• _PROBLEM_: Below are some records. Copy every line in them that holds "SEAGATE".
MATERIAL FOR THIS EXERCISE: Begin
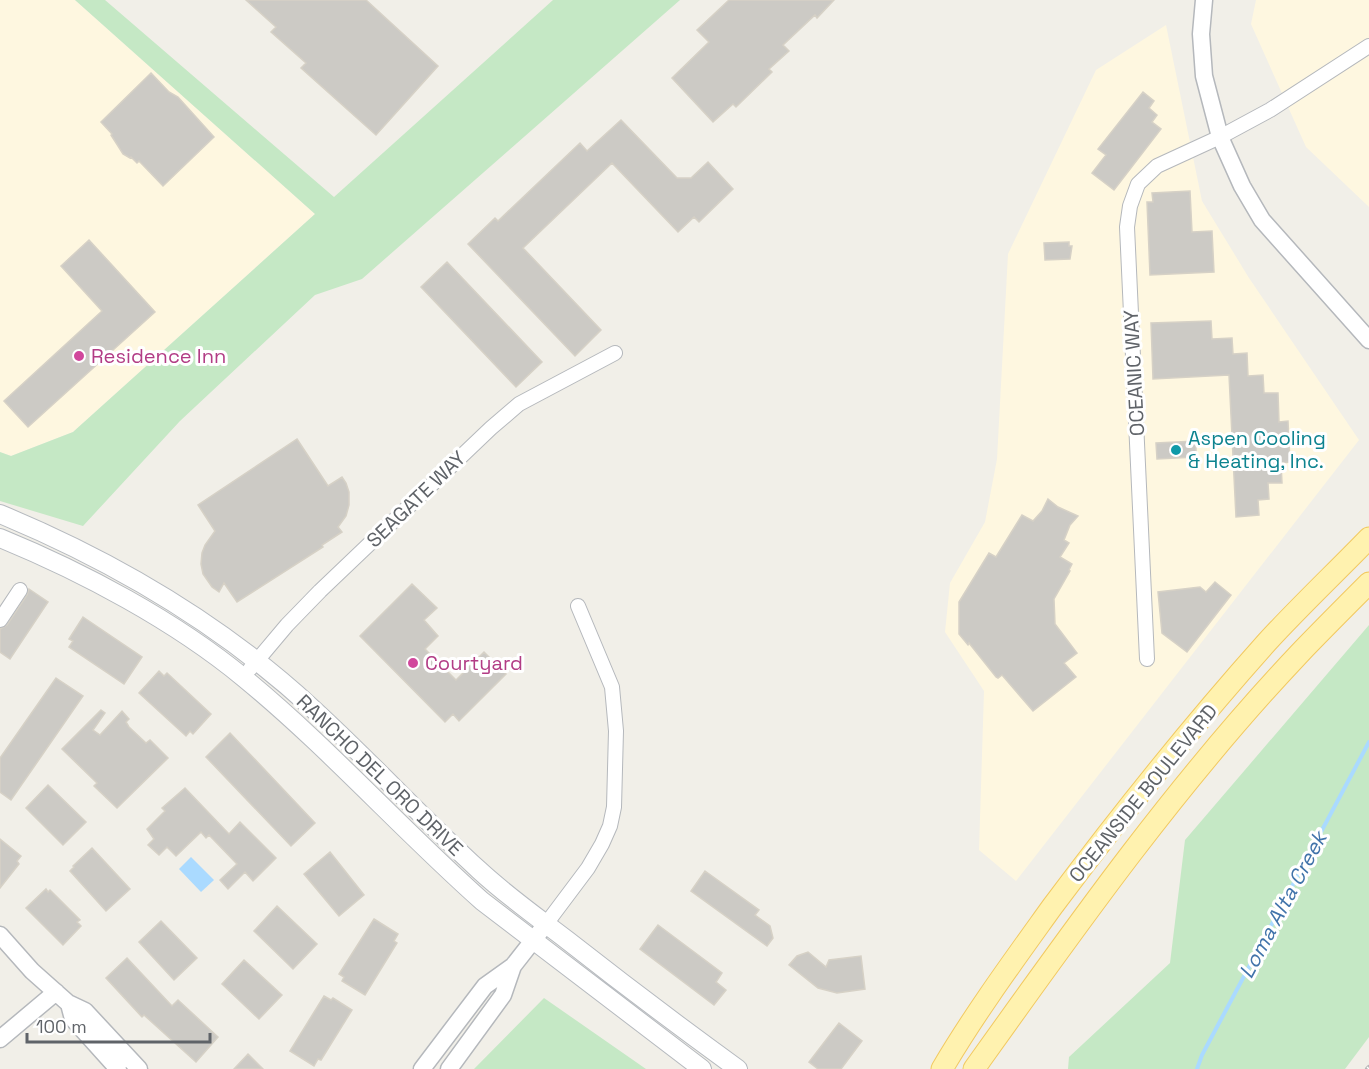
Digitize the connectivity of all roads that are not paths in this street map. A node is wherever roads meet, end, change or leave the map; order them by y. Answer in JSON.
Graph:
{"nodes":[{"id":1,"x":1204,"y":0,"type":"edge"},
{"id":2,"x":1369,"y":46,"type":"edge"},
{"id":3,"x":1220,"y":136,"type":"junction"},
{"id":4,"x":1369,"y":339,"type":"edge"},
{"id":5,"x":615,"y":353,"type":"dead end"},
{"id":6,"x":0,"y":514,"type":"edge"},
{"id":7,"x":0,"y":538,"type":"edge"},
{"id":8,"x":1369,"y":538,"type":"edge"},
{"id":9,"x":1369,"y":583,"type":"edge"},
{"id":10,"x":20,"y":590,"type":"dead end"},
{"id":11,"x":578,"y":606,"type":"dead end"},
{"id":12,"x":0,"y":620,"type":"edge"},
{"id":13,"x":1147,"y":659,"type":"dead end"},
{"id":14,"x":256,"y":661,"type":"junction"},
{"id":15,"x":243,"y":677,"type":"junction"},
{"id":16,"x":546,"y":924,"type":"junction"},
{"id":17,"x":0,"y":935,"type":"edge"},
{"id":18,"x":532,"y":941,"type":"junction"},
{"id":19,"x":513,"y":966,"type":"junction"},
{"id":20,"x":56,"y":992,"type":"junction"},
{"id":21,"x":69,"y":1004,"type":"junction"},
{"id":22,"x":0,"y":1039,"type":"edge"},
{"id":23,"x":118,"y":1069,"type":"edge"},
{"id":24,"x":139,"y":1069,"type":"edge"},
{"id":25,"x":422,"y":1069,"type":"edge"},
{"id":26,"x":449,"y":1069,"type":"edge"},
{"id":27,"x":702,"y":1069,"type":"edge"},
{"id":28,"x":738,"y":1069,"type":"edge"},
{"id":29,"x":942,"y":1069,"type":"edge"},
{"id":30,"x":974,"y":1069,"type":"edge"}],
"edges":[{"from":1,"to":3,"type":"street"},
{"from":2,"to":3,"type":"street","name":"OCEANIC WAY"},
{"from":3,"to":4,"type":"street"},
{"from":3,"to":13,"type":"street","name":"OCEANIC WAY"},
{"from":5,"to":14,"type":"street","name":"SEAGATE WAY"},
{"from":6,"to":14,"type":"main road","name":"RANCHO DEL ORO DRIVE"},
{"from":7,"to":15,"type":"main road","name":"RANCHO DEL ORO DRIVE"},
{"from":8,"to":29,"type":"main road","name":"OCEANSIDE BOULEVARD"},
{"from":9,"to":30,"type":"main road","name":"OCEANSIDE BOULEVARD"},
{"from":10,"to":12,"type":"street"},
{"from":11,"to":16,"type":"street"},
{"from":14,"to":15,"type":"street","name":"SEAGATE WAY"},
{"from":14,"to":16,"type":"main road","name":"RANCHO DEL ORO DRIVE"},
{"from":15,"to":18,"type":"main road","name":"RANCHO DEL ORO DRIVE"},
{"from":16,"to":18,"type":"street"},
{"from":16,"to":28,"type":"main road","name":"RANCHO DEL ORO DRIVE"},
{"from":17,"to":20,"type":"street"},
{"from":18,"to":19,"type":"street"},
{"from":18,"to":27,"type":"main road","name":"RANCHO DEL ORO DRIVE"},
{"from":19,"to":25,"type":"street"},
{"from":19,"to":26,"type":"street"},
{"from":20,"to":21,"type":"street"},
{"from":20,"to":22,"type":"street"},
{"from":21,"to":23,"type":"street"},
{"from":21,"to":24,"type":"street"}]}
MATERIAL FOR THIS EXERCISE: End
MATERIAL FOR THIS EXERCISE: Begin
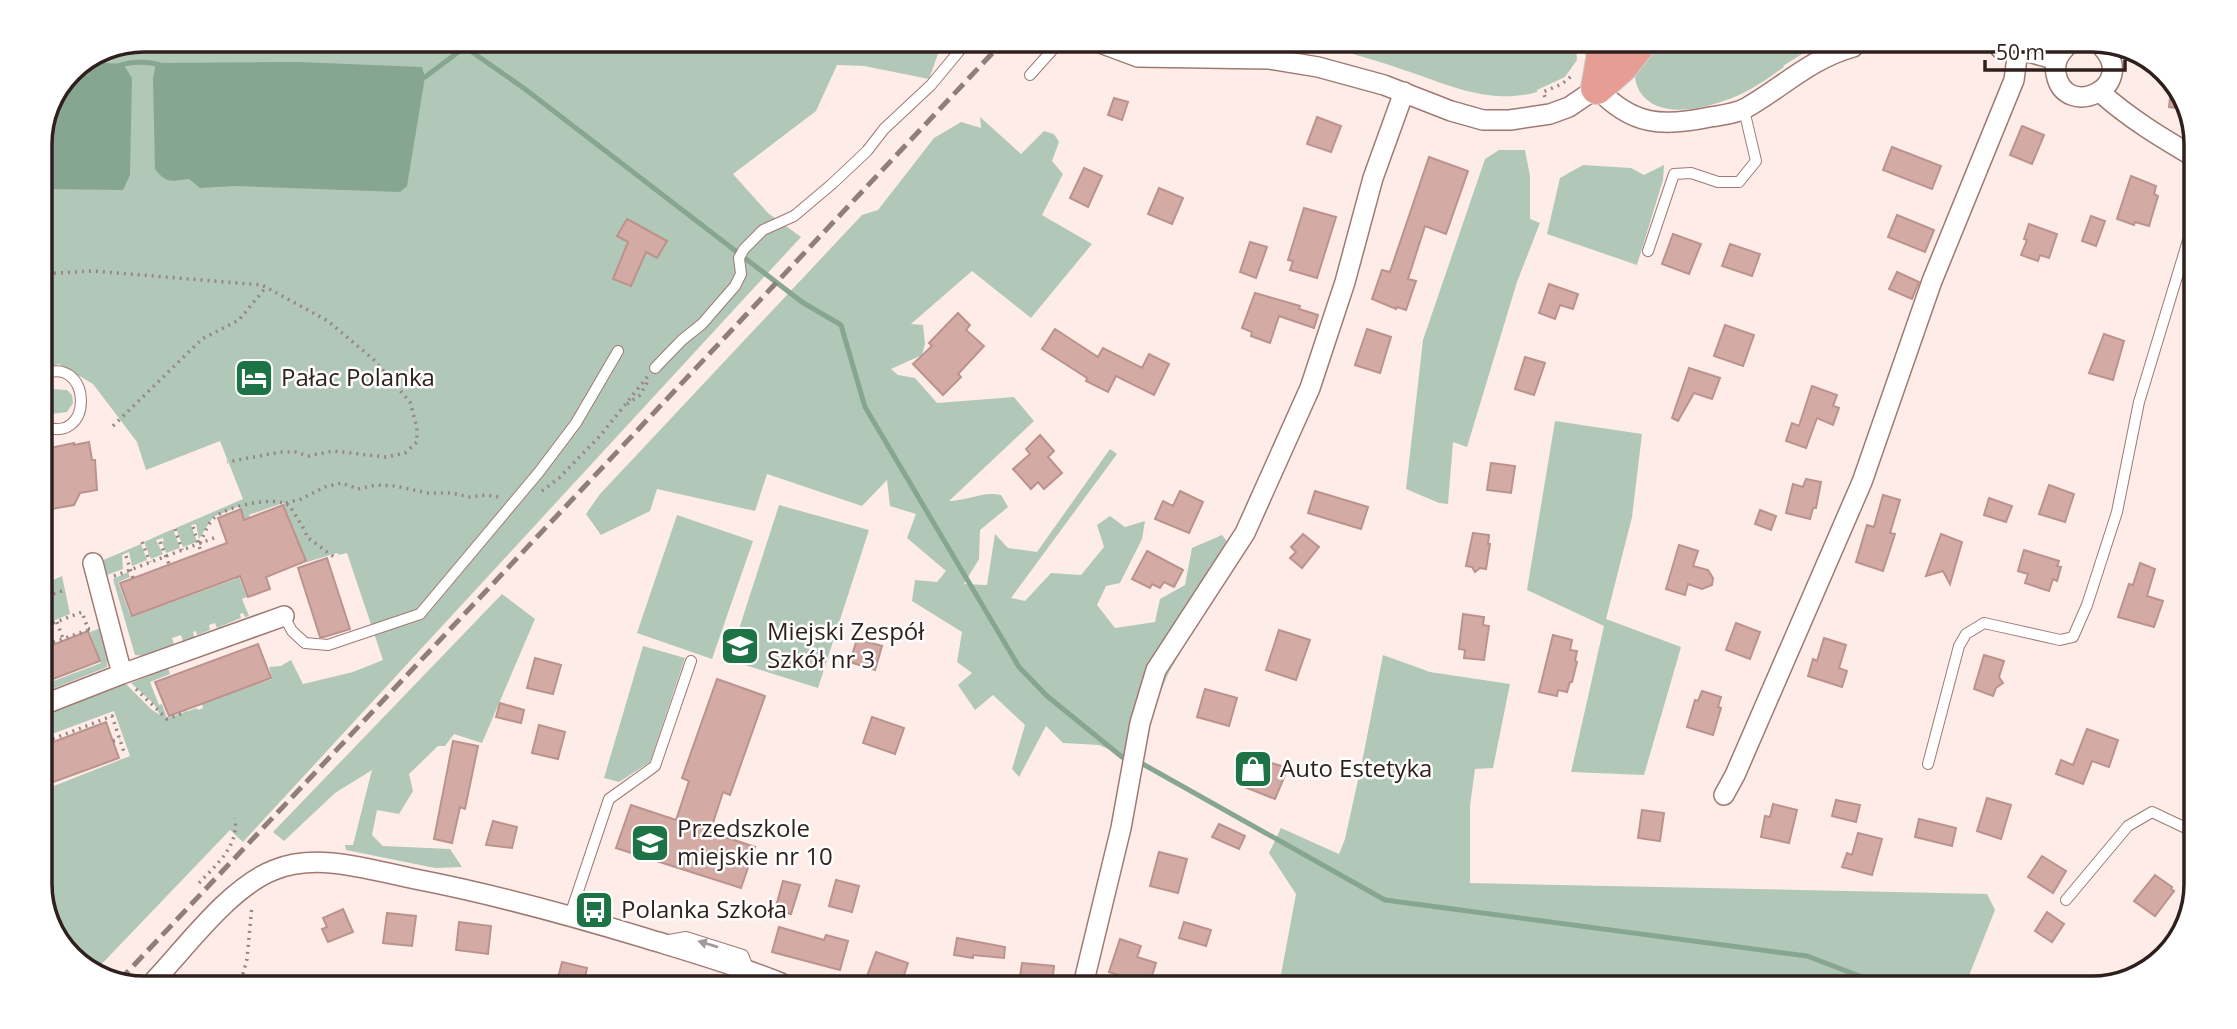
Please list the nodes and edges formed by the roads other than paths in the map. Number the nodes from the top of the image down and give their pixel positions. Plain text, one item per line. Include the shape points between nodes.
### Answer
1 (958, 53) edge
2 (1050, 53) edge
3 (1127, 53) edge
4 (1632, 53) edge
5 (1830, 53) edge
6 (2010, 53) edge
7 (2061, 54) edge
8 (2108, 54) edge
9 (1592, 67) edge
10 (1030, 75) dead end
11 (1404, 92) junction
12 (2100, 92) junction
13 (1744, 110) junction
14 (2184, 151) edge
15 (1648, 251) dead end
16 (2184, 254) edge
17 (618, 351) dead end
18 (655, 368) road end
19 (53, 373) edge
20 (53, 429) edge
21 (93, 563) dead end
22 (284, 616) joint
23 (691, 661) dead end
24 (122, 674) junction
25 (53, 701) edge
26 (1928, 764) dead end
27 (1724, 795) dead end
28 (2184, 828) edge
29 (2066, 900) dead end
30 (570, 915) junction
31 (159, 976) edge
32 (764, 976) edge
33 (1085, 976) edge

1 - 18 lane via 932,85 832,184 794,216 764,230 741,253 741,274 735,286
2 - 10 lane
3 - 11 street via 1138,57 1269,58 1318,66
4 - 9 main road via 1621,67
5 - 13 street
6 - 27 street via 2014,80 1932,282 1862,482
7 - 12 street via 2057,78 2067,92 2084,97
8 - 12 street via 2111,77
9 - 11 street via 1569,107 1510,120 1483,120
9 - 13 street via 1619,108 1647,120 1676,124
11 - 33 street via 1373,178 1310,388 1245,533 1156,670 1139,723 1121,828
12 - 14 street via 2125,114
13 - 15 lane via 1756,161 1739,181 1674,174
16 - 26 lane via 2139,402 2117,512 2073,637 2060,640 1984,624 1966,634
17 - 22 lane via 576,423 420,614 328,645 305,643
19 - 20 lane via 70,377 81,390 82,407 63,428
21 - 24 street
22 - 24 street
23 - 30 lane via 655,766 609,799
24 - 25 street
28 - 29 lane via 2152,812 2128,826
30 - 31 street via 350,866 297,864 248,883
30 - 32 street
MATERIAL FOR THIS EXERCISE: End
• _WRITTEN SOLUTION_:
{"from":5,"to":14,"type":"street","name":"SEAGATE WAY"},
{"from":14,"to":15,"type":"street","name":"SEAGATE WAY"},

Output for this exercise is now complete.